The members of Heartsrevolution make their intention clear on the album cover, where what is presumably the arm of Lo, the lead singer, holding a toy saber. That intention: to make something that often seems threatening into something else.
Heartsrevolution is painting its brand of electronic music cotton-candy pink, using the full force of its ice-cream-truck-riding, heart-shaped vinyl-hawking, toy-sword-toting lifestyle brand to do it. The musicians confined themselves to the same disorienting glitch beeps and blips of 8-bit, and at least some of singer Lo's lyrics are as dark as Alice Glass's distorted yelps. But Lo's vocalizations, on the other hand, are cheers that give Heartsrevolution's recordings a punk coloring, which surprisingly detracts from the darkness of such lyrics as "Razor-sharp candy-covered glass/ Dont' try to sort through my checkered past/ Technicolor light dreams/ In between my faint screams." The EP's warmest, dreamiest track even has a scary pre-apocalyptic title: "Digital Suicide." If the members of Heartsrevolution are also trying to create some kind of musically induced cognitive dissonance, they're on the right track.

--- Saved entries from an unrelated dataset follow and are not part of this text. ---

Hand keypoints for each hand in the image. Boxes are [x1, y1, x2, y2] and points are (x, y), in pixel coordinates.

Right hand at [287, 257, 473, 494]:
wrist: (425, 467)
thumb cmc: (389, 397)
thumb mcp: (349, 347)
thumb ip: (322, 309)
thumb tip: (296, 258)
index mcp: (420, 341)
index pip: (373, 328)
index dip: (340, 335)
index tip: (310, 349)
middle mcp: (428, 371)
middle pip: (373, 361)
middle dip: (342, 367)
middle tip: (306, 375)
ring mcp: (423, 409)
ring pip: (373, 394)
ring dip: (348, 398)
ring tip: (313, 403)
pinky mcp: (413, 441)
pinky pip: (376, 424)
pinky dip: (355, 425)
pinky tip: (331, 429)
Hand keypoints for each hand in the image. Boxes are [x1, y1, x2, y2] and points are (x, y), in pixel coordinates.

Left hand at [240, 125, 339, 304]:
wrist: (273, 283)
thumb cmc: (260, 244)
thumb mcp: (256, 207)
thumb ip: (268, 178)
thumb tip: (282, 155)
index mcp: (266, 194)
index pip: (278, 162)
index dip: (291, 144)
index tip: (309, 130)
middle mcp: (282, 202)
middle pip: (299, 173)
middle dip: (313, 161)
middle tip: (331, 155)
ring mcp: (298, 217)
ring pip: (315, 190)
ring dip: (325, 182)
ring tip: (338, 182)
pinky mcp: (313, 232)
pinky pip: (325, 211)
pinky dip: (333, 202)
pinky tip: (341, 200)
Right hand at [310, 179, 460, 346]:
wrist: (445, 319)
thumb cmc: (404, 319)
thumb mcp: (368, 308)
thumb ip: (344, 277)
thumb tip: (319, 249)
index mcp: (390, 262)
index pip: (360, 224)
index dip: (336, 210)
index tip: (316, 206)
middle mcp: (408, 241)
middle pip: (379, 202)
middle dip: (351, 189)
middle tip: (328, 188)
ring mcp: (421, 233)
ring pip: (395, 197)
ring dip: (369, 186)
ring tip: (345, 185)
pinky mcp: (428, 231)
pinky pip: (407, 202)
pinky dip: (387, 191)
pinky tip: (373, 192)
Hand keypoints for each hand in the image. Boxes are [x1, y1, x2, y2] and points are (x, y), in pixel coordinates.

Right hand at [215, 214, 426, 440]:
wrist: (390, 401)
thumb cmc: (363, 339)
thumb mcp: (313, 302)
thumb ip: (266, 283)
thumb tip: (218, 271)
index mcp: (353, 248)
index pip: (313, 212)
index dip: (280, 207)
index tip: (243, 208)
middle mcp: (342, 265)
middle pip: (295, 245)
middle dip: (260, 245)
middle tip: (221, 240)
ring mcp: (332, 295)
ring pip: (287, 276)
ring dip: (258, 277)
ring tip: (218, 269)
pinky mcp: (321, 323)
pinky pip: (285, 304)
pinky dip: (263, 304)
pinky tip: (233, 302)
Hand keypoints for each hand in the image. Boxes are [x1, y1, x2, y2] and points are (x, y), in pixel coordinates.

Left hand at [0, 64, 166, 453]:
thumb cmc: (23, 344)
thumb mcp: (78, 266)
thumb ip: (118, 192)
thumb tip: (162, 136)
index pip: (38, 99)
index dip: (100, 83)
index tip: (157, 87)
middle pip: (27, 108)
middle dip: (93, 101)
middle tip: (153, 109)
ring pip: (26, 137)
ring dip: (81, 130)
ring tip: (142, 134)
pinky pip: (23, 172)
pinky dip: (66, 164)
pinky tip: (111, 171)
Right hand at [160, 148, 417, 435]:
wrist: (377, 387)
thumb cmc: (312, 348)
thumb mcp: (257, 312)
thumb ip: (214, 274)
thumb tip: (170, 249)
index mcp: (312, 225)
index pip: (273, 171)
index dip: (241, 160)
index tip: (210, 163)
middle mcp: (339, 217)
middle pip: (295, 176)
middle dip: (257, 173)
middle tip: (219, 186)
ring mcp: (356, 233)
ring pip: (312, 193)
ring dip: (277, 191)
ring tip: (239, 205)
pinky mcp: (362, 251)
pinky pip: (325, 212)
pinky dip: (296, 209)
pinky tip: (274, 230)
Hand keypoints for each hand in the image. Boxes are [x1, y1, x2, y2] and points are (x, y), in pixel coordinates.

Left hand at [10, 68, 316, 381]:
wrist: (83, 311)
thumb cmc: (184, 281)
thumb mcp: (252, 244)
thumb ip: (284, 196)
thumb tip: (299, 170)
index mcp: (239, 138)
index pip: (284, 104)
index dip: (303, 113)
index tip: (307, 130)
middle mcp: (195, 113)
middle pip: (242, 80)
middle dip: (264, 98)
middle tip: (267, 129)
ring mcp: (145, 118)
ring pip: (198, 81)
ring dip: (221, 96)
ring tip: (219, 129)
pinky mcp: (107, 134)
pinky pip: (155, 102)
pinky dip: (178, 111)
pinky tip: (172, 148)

The EP has some thematic consistency with its "lightening of electro" mission; there's a strong air of "I just wanna dance" insouciance that runs through the whole record, with its largely uncomplicated beats and cheerleading, most notably on "Dance Till Dawn." But although each of the five songs here is good on its own, it might be due to the fact that the album stays on message so well that the EP starts to feel tired by its end.
That kind of complication doesn't really matter so much when all you want to do is dance, and take something that's normally inundated with adult intensity to a place that's populated by child's play. Cotton-candy pink, achieved.